We utilize the bd_label_transform to select which sample being poisoned
train_poison_index = generate_poison_index_from_label_transform( clean_train_dataset_targets, label_transform=bd_label_transform, train=True, pratio=args.pratio if 'pratio' in args.__dict__ else None, p_num=args.p_num if 'p_num' in args.__dict__ else None, )
Here the pratio and p_num can be used to poison by fraction or poison by exact sample number
All preparation is done, we carry out it by calling the prepro_cls_DatasetBD_v2 dataset.
bd_train_dataset = prepro_cls_DatasetBD_v2( deepcopy(train_dataset_without_transform), poison_indicator=train_poison_index, bd_image_pre_transform=train_bd_img_transform, bd_label_pre_transform=bd_label_transform, save_folder_path=f"{args.save_path}/bd_train_dataset", )
The test dataset follows the same procedure, but remember we do not want target class in bd_test. So one step more is to do subset.
bd_test_dataset.subset( np.where(test_poison_index == 1)[0] )

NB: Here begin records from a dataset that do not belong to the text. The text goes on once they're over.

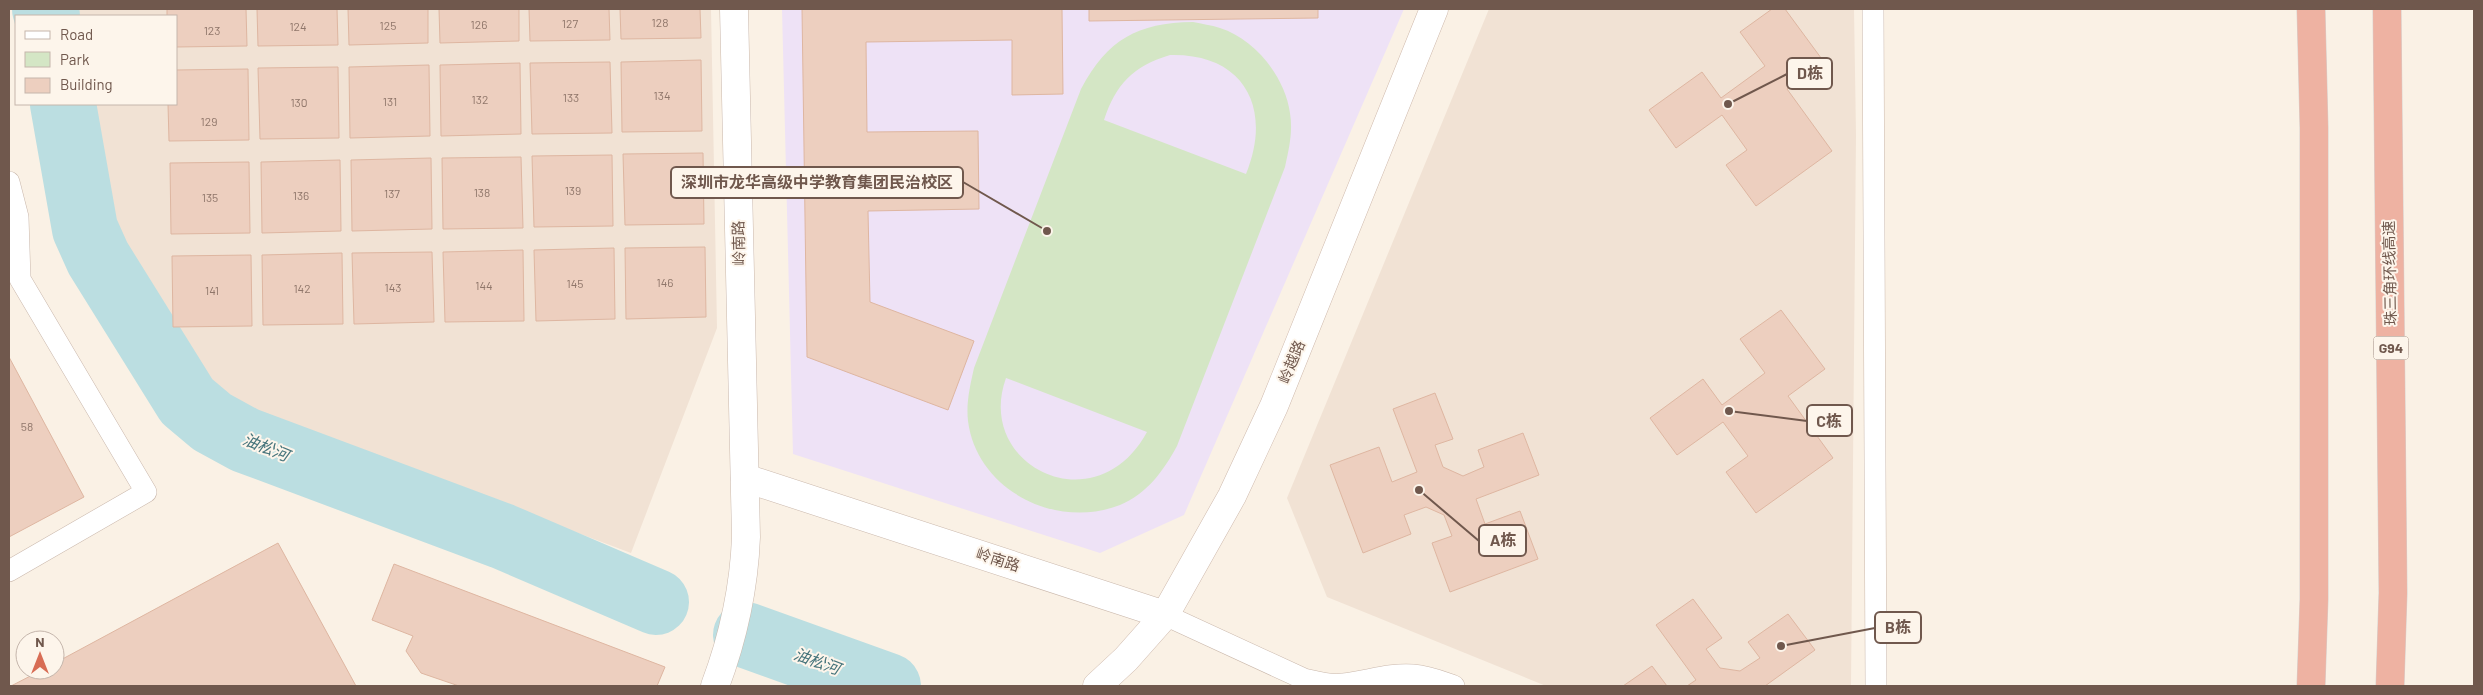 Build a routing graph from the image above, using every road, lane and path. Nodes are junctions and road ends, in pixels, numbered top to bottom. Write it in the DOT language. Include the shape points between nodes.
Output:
graph roads {
  1 [pos="734,9"];
  2 [pos="1434,9"];
  3 [pos="1873,9"];
  4 [pos="2311,9"];
  5 [pos="2387,9"];
  6 [pos="9,182"];
  7 [pos="745,478"];
  8 [pos="9,571"];
  9 [pos="1165,615"];
  10 [pos="715,686"];
  11 [pos="1097,686"];
  12 [pos="1454,686"];
  13 [pos="1876,686"];
  14 [pos="2311,686"];
  15 [pos="2390,686"];
  1 -- 7 [label="street, 岭南路"];
  2 -- 9 [label="street, 岭越路" via="1274,406 1232,496"];
  3 -- 13 [label="lane"];
  4 -- 14 [label="highway" via="2314,128 2314,599"];
  5 -- 15 [label="highway, 珠三角环线高速 / G94" via="2393,594"];
  6 -- 8 [label="lane" via="18,217 20,279 146,492"];
  7 -- 9 [label="street, 岭南路"];
  7 -- 10 [label="street, 岭南路" via="745,571 738,612"];
  9 -- 11 [label="street, 岭越路"];
  9 -- 12 [label="lane" via="1304,679 1324,684 1413,675 1428,676"];
}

Notice that we need to warp the dataset with training/test transformation by calling dataset_wrapper_with_transform. We drop the transformation is for data manipulation convenience.
bd_test_dataset_with_transform = dataset_wrapper_with_transform( bd_test_dataset, test_img_transform, test_label_transform, )
Backdoor model training
First we need to configure the model and device, we support both single machine and DataParrallel mode.
self.net = generate_cls_model( model_name=args.model, num_classes=args.num_classes, image_size=args.img_size[0], ) self.device = torch.device( ( f"cuda:{[int(i) for i in args.device[5:].split(',')][0]}" if "," in args.device else args.device # since DataParallel only allow .to("cuda") ) if torch.cuda.is_available() else "cpu" ) if "," in args.device: self.net = torch.nn.DataParallel( self.net, device_ids=[int(i) for i in args.device[5:].split(",")] # eg. "cuda:2,3,7" -> [2,3,7] )
Further we set training critertion, optimizer, and scheduler
criterion = argparser_criterion(args) optimizer, scheduler = argparser_opt_scheduler(self.net, args)
Finally, we pu them all together and pass to BackdoorModelTrainer, this class handle both training and output plots, metric informations. You can find them in your save path.
trainer.train_with_test_each_epoch_on_mix( DataLoader(bd_train_dataset_with_transform, batch_size=args.batch_size, shuffle=True, drop_last=True, pin_memory=args.pin_memory, num_workers=args.num_workers, ), DataLoader(clean_test_dataset_with_transform, batch_size=args.batch_size, shuffle=False, drop_last=False, pin_memory=args.pin_memory, num_workers=args.num_workers, ), DataLoader(bd_test_dataset_with_transform, batch_size=args.batch_size, shuffle=False, drop_last=False, pin_memory=args.pin_memory, num_workers=args.num_workers, ), args.epochs, criterion=criterion, optimizer=optimizer, scheduler=scheduler, device=self.device, frequency_save=args.frequency_save, save_folder_path=args.save_path, save_prefix='attack', amp=args.amp, prefetch=args.prefetch, prefetch_transform_attr_name="ori_image_transform_in_loading", # since we use the preprocess_bd_dataset non_blocking=args.non_blocking, )
Backdoor model saving
This is handled by save_attack_result, you should give it the basic setting information for further loading.
save_attack_result( model_name=args.model, num_classes=args.num_classes, model=trainer.model.cpu().state_dict(), data_path=args.dataset_path, img_size=args.img_size, clean_data=args.dataset, bd_train=bd_train_dataset_with_transform, bd_test=bd_test_dataset_with_transform, save_path=args.save_path, )
Notice that some training controllable attack may not have bd_train, since they are batch-wise poisoning, so you can pass None to it. And if it is None, you saved attack can still being loaded in defenses that do not need bd_train.